By Adam Lucas
Somewhere along the way, the Carolina Family became an actual family.
That's the overwhelming impression from a Wednesday afternoon on the sidelines at the Smith Center during the Roy Williams Basketball Camp. Nearly a dozen alums were in town for the game pitting the alums against the current players, which is annually one of the highlights of each session of camp.
Many current players often have contract restrictions that prevent them from playing (the Clippers, for example, don't want Brice Johnson playing in a glorified exhibition after he spent the season trying to get healthy). But those who are able to play take it seriously.
When Williams first came back to Chapel Hill, the sidelines at these games were usually reserved for friends or roommates. Now, there are almost as many kids bouncing a ball on the sideline as there are alums in the huddle being “coached” by honorary coach David Noel.
Noel just finished his 11th professional season and says his body may not allow him to play another season. Having just finished his 12th professional season, Marvin Williams is the longest-tenured veteran of today's group. He looks very much like the same Marvin Williams you remember hammering home a dunk over a helpless defender at Florida State…but then he walks to the sideline and grabs the hand of his daughter, Ari.
He walks to the basket opposite the end where he once made one of the most famous shots of the Roy Williams era, a comeback-capper against Duke on senior day in 2005, and lifts tiny Ari effortlessly into the air, where she leaves the first attempt a little short. No problem, as she is a quick study and has a good teacher, and slams through the second chance.
It doesn't seem possible that we are here. A camper asks Roy Williams if Sean May is going to play in the game. “Some bodies are built for speed and some bodies are built for comfort,” Williams says. “Right now, Sean is built for comfort, and he's doing a great job on our staff.”
Maybe so, but will there ever come a day when you look at Sean May and don't see 26 points and 24 rebounds against Duke, or 26 points and 10 rebounds against Illinois?
Today's most unbelievable stat is that almost half of this session's campers weren't even born when he played in those games.
May was an essential part of the 2005 team returning Carolina Basketball to the exalted place it occupied during the Dean Smith era. But that team did something almost as important as hanging a banner: they were (and are) one of the tightest teams in Tar Heel history. Bound together by Roy Williams--just as Dean Smith did it before him--they're the foundation of an essential core. Just as there would be no 2017 national title without Marcus Paige and Brice Johnson and Joel James, there would be no Roy Williams era as we know it without the 2005 group.

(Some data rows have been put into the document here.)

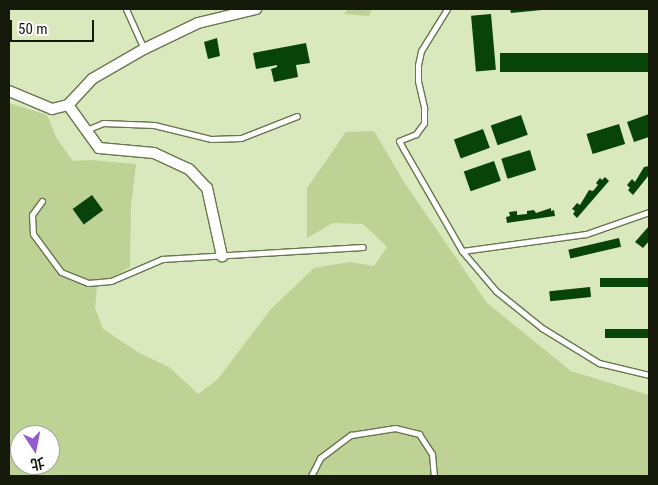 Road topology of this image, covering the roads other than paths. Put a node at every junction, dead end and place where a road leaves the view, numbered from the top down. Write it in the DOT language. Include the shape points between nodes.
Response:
graph roads {
  1 [pos="126,9"];
  2 [pos="256,9"];
  3 [pos="447,9"];
  4 [pos="144,49"];
  5 [pos="9,91"];
  6 [pos="68,105"];
  7 [pos="297,116"];
  8 [pos="86,130"];
  9 [pos="42,201"];
  10 [pos="649,212"];
  11 [pos="363,247"];
  12 [pos="462,251"];
  13 [pos="222,256"];
  14 [pos="649,375"];
  15 [pos="311,476"];
  16 [pos="434,476"];
  1 -- 4 [label="lane"];
  2 -- 4 [label="street" via="198,23"];
  3 -- 12 [label="lane" via="421,51 418,65 424,123 416,134 399,141"];
  4 -- 6 [label="street" via="92,79"];
  5 -- 6 [label="street" via="52,108"];
  6 -- 8 [label="street"];
  7 -- 8 [label="lane" via="241,138 211,139 154,125 103,123"];
  8 -- 13 [label="street" via="99,148 154,153 189,169 206,188"];
  9 -- 13 [label="lane" via="32,215 33,234 61,272 88,283 111,281 162,259"];
  10 -- 12 [label="lane" via="586,234"];
  11 -- 13 [label="lane"];
  12 -- 14 [label="lane" via="496,291 542,328 599,363"];
  15 -- 16 [label="lane" via="320,458 351,434 394,428 419,434 432,454"];
} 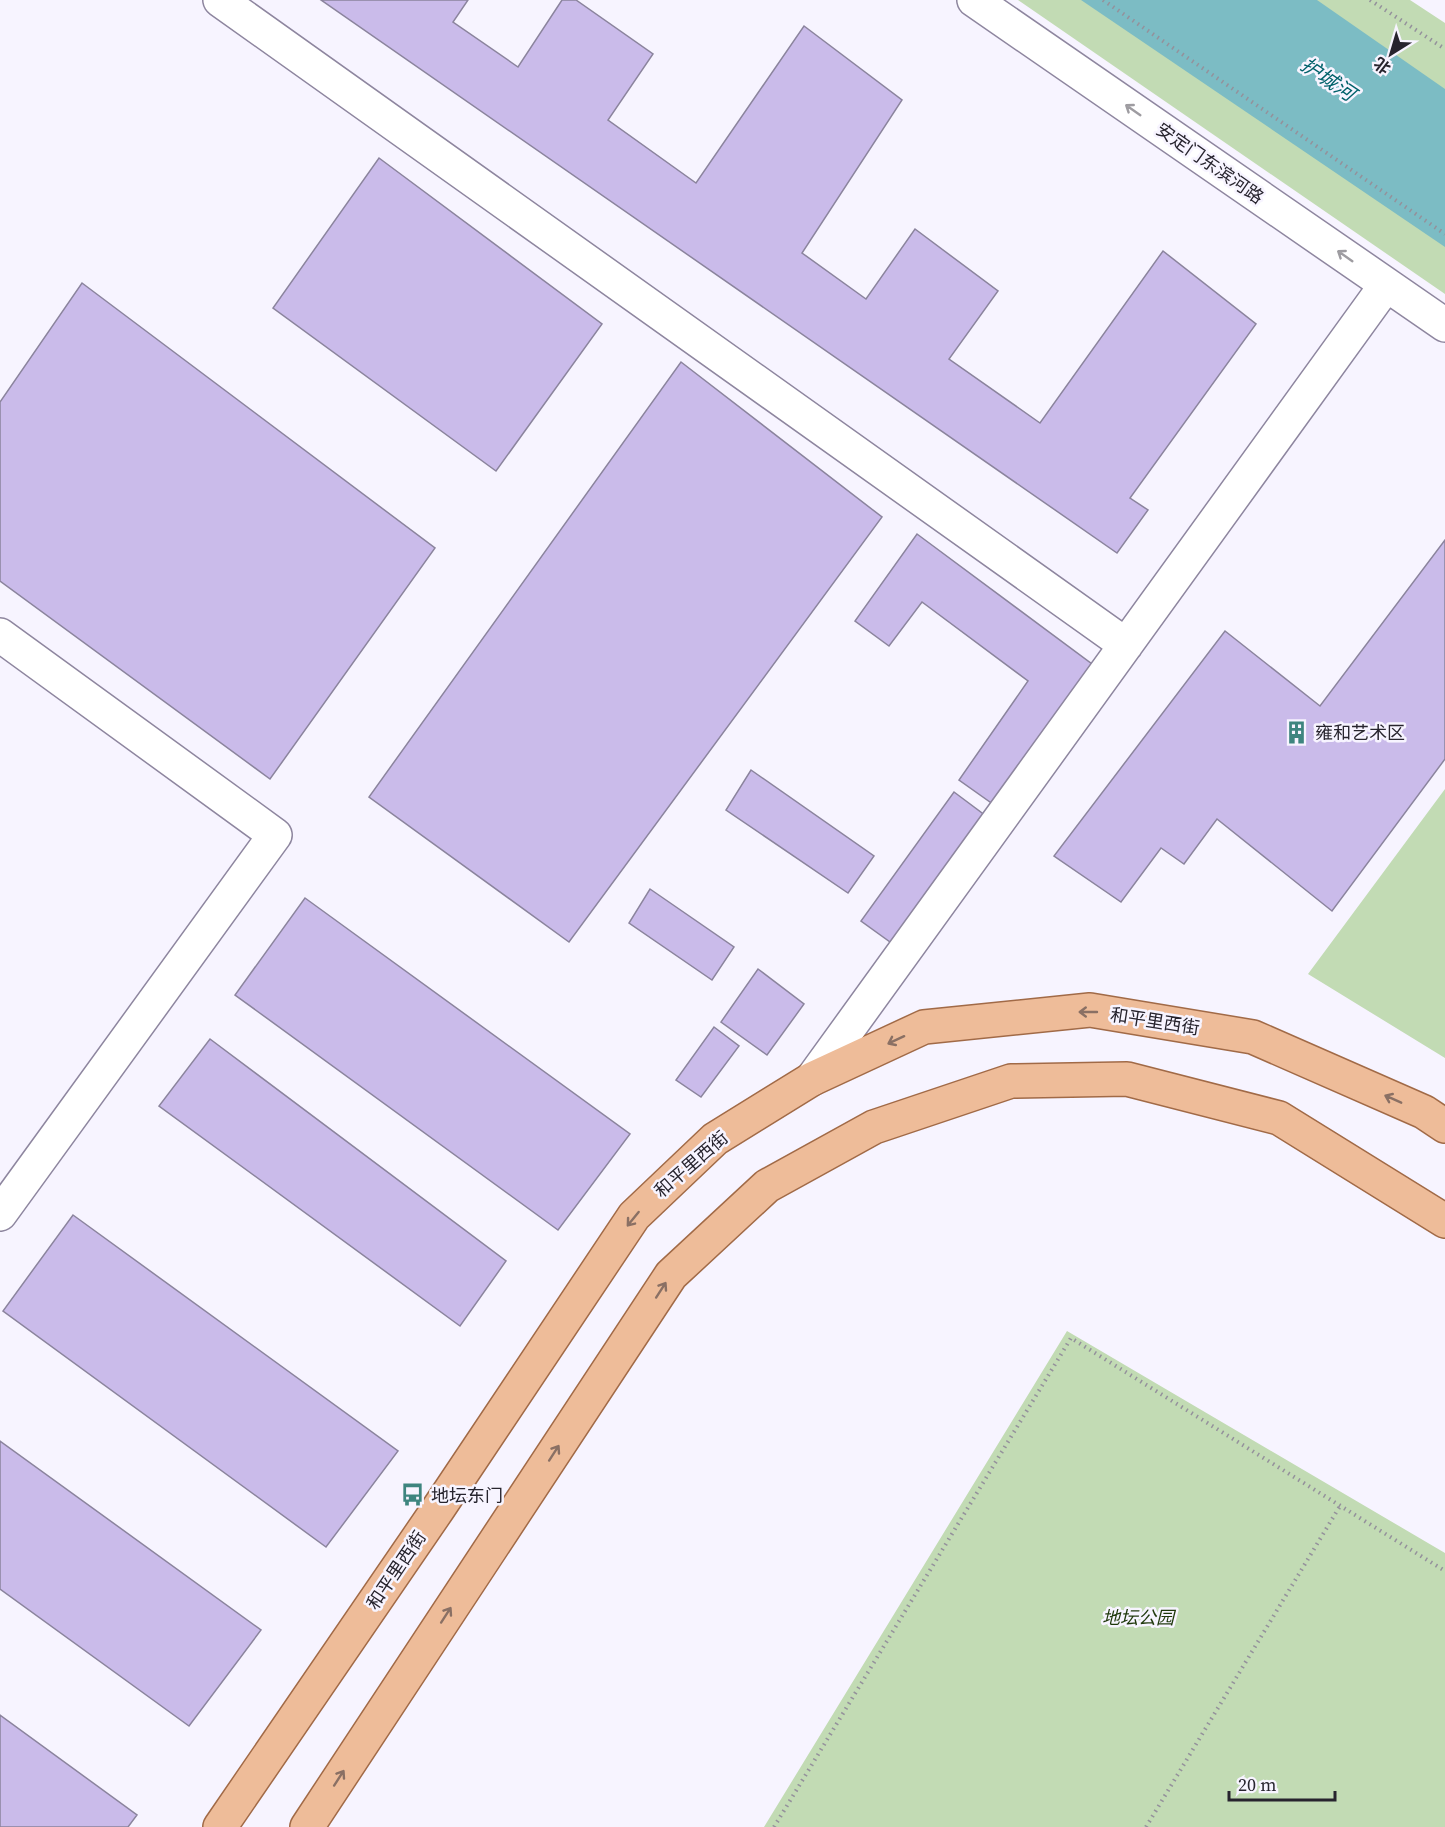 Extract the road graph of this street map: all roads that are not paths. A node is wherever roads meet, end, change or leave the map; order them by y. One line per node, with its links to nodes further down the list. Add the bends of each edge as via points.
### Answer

Their bond goes beyond having played together. This is a group that has lived together. They've seen weddings and births and job changes, and if some of them are perhaps slightly slower or less bouncy than you remember, that banner in the Smith Center rafters never loses a step.

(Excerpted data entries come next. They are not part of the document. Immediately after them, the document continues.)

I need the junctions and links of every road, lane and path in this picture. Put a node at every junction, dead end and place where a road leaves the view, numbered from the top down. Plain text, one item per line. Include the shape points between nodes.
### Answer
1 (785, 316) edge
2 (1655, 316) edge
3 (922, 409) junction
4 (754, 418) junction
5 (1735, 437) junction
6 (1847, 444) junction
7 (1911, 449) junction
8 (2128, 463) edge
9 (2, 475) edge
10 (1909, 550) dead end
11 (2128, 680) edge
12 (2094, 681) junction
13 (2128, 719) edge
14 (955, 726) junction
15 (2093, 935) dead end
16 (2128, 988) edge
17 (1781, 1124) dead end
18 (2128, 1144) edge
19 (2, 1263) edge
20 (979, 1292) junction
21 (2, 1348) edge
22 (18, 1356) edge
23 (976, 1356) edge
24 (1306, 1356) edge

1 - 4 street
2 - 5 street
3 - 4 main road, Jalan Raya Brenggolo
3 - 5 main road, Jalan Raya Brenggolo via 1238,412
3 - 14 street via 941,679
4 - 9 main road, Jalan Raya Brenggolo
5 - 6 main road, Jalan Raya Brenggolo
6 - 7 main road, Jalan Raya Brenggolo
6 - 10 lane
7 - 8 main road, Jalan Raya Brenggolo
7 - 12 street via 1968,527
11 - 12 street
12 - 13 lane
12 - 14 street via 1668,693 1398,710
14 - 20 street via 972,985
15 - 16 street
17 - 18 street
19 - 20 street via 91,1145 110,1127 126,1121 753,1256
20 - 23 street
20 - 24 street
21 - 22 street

Several of the 2005 era Tar Heels have homes in Chapel Hill, where it's not unusual to see them hanging out together. They've followed each other's professional exploits and family additions. Earlier this spring, Marvin Williams made the trip to Serbia just to visit 2009 national champion Deon Thompson. That's a 5,000-mile trip, just to see a friend for a few days. The pair became close during summer workouts in Chapel Hill, and nearly a decade later, Williams was one of several Tar Heels who served as groomsmen in Thompson's wedding last summer.
This is why other places can't duplicate this relationship. It's not some made-up recruiting pitch. It's actual lives of actual people, and a connection that began with basketball but surpassed a simple sport many years ago.
On the court, most of the first group of the Roy Williams era are beginning to at least consider transitioning into another phase of their basketball life. They leave the fancy plays—like Kendall Marshall throwing a bounce pass through a defender's legs, reminding you he still sees the court differently than the rest of us—to the younger alums.
And when the game is over, there's Marvin Williams and Ari throwing down dunks while Jawad Williams watches his son, Nash, dribble across midcourt. Most have already worked out, some will grab dinner together tonight. They slap high fives with incoming Tar Heel freshmen who were just entering elementary school when the 2005 championship banner was hung.
They don't look that much different than the players you remember cheering for in those familiar Smith Center seats. It's just that now they've seen the world, had a family—and now they've come back home again.